En fait, ici en France on n’est pas vraiment en paix. Le système en place mène une guerre économique implacable et fabrique des individus en guerre les uns contre les autres, il néo-colonise, pratique une guerre contre la biosphère, une guerre sociale, tout en se militarisant, tout en fabriquant et vendant des tas d’armes à diverses dictatures, tout en ayant des échanges commerciaux/industriels poussés avec des dictatures (dont la Russie).
La guerre militaire est un paroxysme de tout ça, une suite.
Aussi, la résistance à la guerre il faudrait plutôt et surtout que ce soit maintenant, ici et partout, pour lutter contre le système en place et pour des mondes vivables.
Quand les armées, les bombes, les missiles, les grenades, les balles se déversent sur nous, c’est en quelque sorte trop tard. On a perdu, et il reste à fuir, à s’adapter.
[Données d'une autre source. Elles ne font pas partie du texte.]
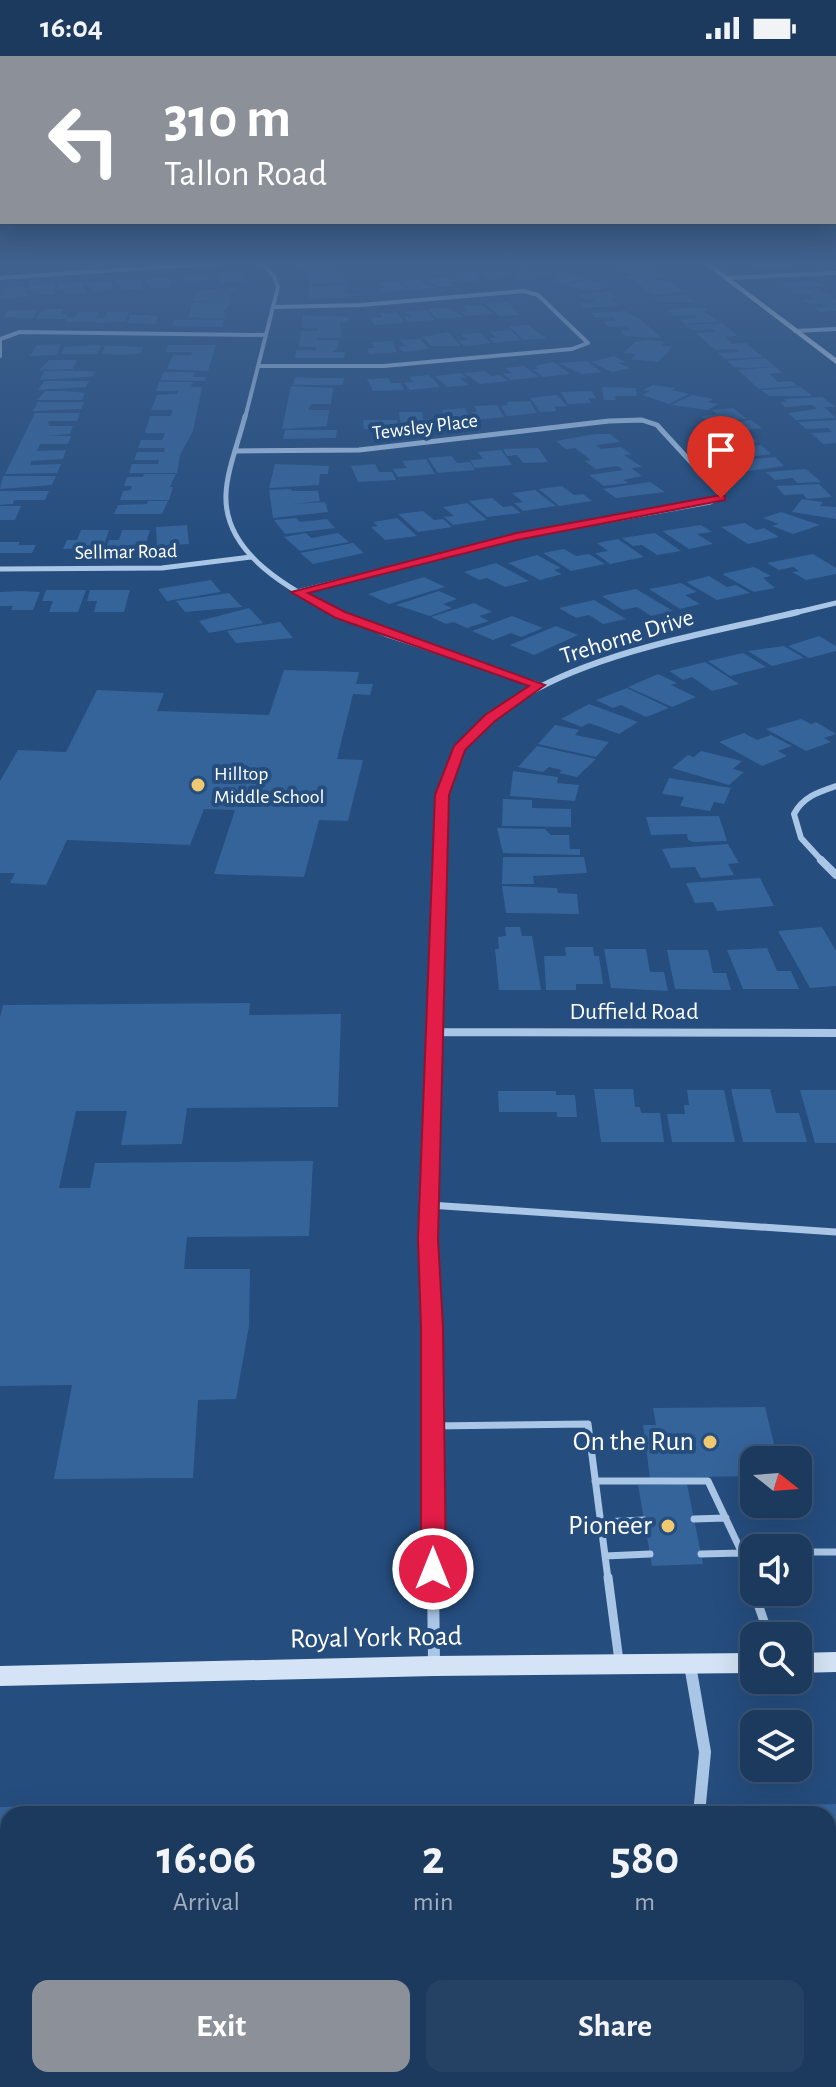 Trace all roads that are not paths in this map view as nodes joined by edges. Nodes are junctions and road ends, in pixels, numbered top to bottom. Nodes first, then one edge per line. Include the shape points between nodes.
1 (260, 358) edge
2 (483, 358) edge
3 (258, 366) junction
4 (237, 451) junction
5 (251, 557) junction
6 (0, 569) edge
7 (297, 592) junction
8 (836, 603) edge
9 (539, 685) junction
10 (836, 786) edge
11 (836, 875) edge
12 (433, 1032) junction
13 (836, 1033) edge
14 (429, 1205) junction
15 (836, 1232) edge
16 (433, 1426) junction
17 (595, 1481) junction
18 (726, 1518) junction
19 (694, 1519) dead end
20 (644, 1520) dead end
21 (600, 1522) junction
22 (740, 1549) edge
23 (812, 1552) edge
24 (836, 1552) edge
25 (740, 1553) edge
26 (650, 1554) dead end
27 (701, 1554) dead end
28 (605, 1556) junction
29 (836, 1662) edge
30 (740, 1663) edge
31 (812, 1663) edge
32 (620, 1664) junction
33 (690, 1664) junction
34 (434, 1666) junction
35 (0, 1676) edge
36 (700, 1806) edge

1 - 3 street
2 - 3 street via 410,365
3 - 4 street
4 - 5 street via 227,508
4 - 7 street, Tewsley Place via 359,450 642,420 666,432 722,496 503,540
5 - 6 street, Sellmar Road via 162,568
5 - 7 street
7 - 9 street via 340,615
8 - 9 street, Trehorne Drive via 642,649
9 - 12 street, Trehorne Drive via 490,718 459,749 442,795
10 - 11 street via 809,797 797,808 793,822 799,839
12 - 13 street, Duffield Road
12 - 14 street, Trehorne Drive
14 - 15 lane
14 - 16 street, Trehorne Drive
16 - 17 lane via 588,1424
16 - 34 street, Trehorne Drive
17 - 18 lane via 708,1481
17 - 21 lane
18 - 19 lane
18 - 22 lane
20 - 21 lane
21 - 28 lane
23 - 24 lane
25 - 27 lane
26 - 28 lane
28 - 32 lane
29 - 31 main road
30 - 33 main road, Royal York Road
32 - 33 main road, Royal York Road
32 - 34 main road, Royal York Road
33 - 36 street via 705,1752
34 - 35 main road, Royal York Road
A résister par des moyens clandestins et non-armés (sabotage d’infrastructures, grève du zèle au travail, réseaux d’émigration pour réfugiés et déserteurs...) ?
Quand par malheur la guerre militaire et ses blindés se déversent, fuir au lieu de continuer par les armes la guerre permanente que se livrent les industriels et les Etats pour la domination des cheptels humains et l’exploitation des ressources.

C’est un peu comme les catastrophes climatiques/écologiques provoquées par la civilisation industrielle. Quand tout a été détruit, que le climat est entré dans un auto-emballement débridé, qu’on ne peut plus faire machine arrière, et qu’alors on réagit face à des famines énormes et d’autres périls mortels immédiats (qu’on peut « comparer » à la guerre), c’est trop tard pour enrayer les choses (il fallait résister avant), il reste à fuir et à s’adapter tant qu’on le peut.

Pour éviter à tout prix les guerres, c’est le système en place qu’on doit détester, combattre, entraver, démanteler et remplacer. Maintenant. Partout.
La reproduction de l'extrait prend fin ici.